The memo was not posted on the Administrative Memo web page until late Wednesday afternoon.
The article describes that Phillips plans to return to ASU in a teaching role, focusing on research into personalized learning. I’m not sure if personal or HR issues were involved, but the article described other details:
Phillips had given up her job as provost and executive vice president of ASU — a position she held since 2006. She took a substantial pay cut to return to UF — from the $425,000 she earned as provost at ASU to $285,000 salary to run the online program here.
Meanwhile, her husband, Win Phillips, stepped down as COO in December and took a position with Innovation Square, UF’s technology startup incubator downtown.

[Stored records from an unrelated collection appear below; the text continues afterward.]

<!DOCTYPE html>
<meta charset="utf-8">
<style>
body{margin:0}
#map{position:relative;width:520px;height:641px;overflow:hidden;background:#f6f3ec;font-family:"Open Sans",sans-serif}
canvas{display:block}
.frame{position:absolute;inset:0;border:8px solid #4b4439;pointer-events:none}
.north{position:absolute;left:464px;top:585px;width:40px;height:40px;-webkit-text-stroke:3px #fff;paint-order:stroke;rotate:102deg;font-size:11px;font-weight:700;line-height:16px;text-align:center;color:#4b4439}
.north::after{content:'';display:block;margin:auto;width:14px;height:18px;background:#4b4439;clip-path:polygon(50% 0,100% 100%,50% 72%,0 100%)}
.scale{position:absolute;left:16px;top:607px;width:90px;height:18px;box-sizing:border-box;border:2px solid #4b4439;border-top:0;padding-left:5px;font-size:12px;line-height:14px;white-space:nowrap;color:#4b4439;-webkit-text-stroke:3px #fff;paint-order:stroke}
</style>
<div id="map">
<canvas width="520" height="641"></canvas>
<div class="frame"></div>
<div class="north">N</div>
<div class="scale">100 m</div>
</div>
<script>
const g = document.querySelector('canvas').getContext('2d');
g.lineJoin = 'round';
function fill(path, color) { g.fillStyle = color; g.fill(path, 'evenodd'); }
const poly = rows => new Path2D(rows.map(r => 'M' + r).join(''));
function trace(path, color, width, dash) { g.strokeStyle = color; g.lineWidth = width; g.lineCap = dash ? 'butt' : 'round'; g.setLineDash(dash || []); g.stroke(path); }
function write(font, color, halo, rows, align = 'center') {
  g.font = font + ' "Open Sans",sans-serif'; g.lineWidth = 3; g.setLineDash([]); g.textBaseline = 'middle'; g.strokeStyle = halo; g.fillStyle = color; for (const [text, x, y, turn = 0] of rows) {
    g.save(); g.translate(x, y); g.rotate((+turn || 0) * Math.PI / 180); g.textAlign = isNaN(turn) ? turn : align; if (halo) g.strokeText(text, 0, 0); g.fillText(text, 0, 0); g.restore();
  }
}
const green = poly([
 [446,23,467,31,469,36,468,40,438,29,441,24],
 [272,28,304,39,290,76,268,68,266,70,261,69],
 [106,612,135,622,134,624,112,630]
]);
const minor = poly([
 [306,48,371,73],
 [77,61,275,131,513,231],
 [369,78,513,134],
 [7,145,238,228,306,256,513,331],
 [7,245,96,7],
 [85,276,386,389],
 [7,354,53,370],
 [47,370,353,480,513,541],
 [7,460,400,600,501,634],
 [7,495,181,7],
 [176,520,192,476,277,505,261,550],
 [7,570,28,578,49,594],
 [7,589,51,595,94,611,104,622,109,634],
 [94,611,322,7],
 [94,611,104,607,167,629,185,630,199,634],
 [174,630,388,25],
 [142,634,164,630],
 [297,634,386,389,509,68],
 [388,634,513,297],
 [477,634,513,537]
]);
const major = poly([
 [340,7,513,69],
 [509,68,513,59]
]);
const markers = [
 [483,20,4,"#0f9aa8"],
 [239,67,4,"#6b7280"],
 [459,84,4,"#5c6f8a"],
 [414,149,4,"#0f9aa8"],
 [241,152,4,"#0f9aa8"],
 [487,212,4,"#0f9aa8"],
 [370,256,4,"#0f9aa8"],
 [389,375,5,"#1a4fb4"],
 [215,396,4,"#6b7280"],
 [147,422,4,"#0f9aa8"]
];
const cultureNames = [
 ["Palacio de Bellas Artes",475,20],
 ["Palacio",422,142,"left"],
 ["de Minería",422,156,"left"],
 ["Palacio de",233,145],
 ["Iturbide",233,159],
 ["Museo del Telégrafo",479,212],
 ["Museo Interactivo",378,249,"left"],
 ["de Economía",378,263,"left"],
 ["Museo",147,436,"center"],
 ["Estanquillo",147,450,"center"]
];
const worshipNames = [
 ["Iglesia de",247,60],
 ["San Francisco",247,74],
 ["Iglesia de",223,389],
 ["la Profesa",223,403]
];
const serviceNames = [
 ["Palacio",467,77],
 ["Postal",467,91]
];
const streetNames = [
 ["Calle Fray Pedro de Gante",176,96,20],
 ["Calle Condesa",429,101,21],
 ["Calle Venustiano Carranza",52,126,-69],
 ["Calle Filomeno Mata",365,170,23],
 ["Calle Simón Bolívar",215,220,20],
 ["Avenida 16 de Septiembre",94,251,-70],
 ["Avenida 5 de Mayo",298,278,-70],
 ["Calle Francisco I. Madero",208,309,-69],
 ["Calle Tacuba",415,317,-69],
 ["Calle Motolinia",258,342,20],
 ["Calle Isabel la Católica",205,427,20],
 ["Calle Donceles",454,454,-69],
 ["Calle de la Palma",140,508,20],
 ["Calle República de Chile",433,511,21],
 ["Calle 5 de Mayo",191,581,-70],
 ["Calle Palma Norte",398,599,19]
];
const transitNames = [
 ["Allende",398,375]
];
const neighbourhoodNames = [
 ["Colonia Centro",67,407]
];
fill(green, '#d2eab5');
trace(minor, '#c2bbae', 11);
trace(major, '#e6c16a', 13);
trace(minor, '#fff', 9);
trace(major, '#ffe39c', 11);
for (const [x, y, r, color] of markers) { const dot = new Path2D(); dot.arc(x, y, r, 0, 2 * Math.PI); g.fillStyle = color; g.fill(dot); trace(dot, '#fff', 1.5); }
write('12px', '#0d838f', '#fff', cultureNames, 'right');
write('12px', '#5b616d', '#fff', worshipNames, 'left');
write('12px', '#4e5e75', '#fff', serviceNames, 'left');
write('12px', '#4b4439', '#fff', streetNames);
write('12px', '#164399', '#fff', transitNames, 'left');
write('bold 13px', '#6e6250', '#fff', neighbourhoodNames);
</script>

When I did my interview, I had asked about the UF Online staff now that the program has started (they accepted 583 transfer students in January). Phillips’ replied that there was only two people, including herself. This resignation is much more significant than a single leader of a functioning program office departing – this is a complete change of the program office.
I’ll share more information as it becomes available.
Update (3/14): Carl Straumsheim has an article at IHE today that includes interviews with Andy McCollough from UF and Todd Hitchcock from Pearson. It’s well worth reading.
Until Florida can fill the position, W. Andrew McCollough, associate provost for teaching and technology, will lead UF Online. He said Phillips has chosen to return to ASU as a faculty member.
“She, in discussing the matter with me, had evinced after she had gotten herself immersed in the management of and the directing of UF Online that her first love at this point was functioning as a faculty member and doing research on online learning,” McCollough said. “It became evident to her that she would have difficulties fitting that preference into her waking hours here at the university.” [snip]
“The work doesn’t stop because the person in the director’s seat changes,” McCollough said. “The truth of the matter is in the work that is being done by faculty and instructional designers and videographers and web developers and marketing. The people that are doing the real work continue to do the real work.”
I personally think the explanations are part of the story – something doesn’t add up here.